Your task ▸ An exact copy of the records is required, minus the pictures they hold.

Collected data:

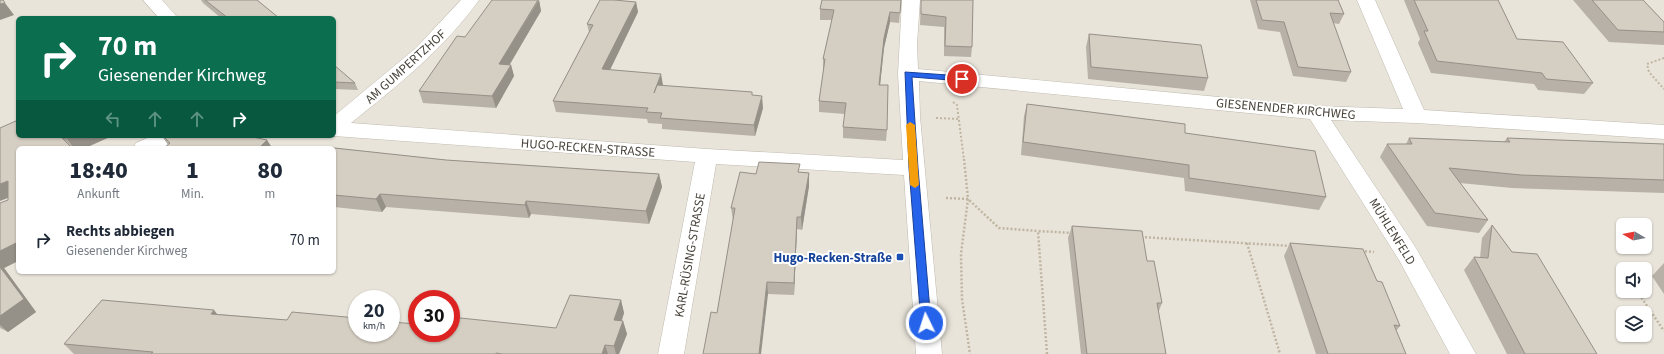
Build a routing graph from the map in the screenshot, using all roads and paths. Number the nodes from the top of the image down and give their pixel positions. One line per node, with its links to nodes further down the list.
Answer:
1 (152, 0): 5 (street)
2 (470, 0): 12 (street, AM GUMPERTZHOF)
3 (911, 0): 7 (street)
4 (1366, 0): 11 (street)
5 (167, 16)
6 (1664, 58): 9 (path)
7 (908, 74): 8 (street, GIESENENDER KIRCHWEG); 18 (street)
8 (930, 76): 10 (street, GIESENENDER KIRCHWEG); 20 (path)
9 (1664, 89)
10 (1316, 113): 11 (street, GIESENENDER KIRCHWEG); 27 (street, MÜHLENFELD)
11 (1416, 116): 14 (street, GIESENENDER KIRCHWEG)
12 (336, 125)
13 (336, 127): 17 (street, HUGO-RECKEN-STRASSE)
14 (1664, 132)
15 (166, 138): 16 (street)
16 (148, 146)
17 (707, 156): 18 (street, HUGO-RECKEN-STRASSE); 30 (street, KARL-RÜSING-STRASSE)
18 (913, 168): 31 (street)
19 (946, 198): 20 (path)
20 (968, 199): 21 (path); 32 (path)
21 (1038, 232): 22 (path); 33 (path)
22 (1077, 234)
23 (1139, 237): 24 (path)
24 (1247, 243): 25 (path); 34 (path)
25 (1293, 246)
26 (1354, 250): 27 (path)
27 (1408, 254): 35 (street, MÜHLENFELD)
28 (1642, 298): 29 (path)
29 (1664, 331)
30 (671, 354)
31 (929, 354)
32 (970, 354)
33 (1047, 354)
34 (1280, 354)
35 (1463, 354)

Solution to this task ▸
Build a routing graph from the map in the screenshot, using all roads and paths. Number the nodes from the top of the image down and give their pixel positions. One line per node, with its links to nodes further down the list.
Answer:
1 (152, 0): 5 (street)
2 (470, 0): 12 (street, AM GUMPERTZHOF)
3 (911, 0): 7 (street)
4 (1366, 0): 11 (street)
5 (167, 16)
6 (1664, 58): 9 (path)
7 (908, 74): 8 (street, GIESENENDER KIRCHWEG); 18 (street)
8 (930, 76): 10 (street, GIESENENDER KIRCHWEG); 20 (path)
9 (1664, 89)
10 (1316, 113): 11 (street, GIESENENDER KIRCHWEG); 27 (street, MÜHLENFELD)
11 (1416, 116): 14 (street, GIESENENDER KIRCHWEG)
12 (336, 125)
13 (336, 127): 17 (street, HUGO-RECKEN-STRASSE)
14 (1664, 132)
15 (166, 138): 16 (street)
16 (148, 146)
17 (707, 156): 18 (street, HUGO-RECKEN-STRASSE); 30 (street, KARL-RÜSING-STRASSE)
18 (913, 168): 31 (street)
19 (946, 198): 20 (path)
20 (968, 199): 21 (path); 32 (path)
21 (1038, 232): 22 (path); 33 (path)
22 (1077, 234)
23 (1139, 237): 24 (path)
24 (1247, 243): 25 (path); 34 (path)
25 (1293, 246)
26 (1354, 250): 27 (path)
27 (1408, 254): 35 (street, MÜHLENFELD)
28 (1642, 298): 29 (path)
29 (1664, 331)
30 (671, 354)
31 (929, 354)
32 (970, 354)
33 (1047, 354)
34 (1280, 354)
35 (1463, 354)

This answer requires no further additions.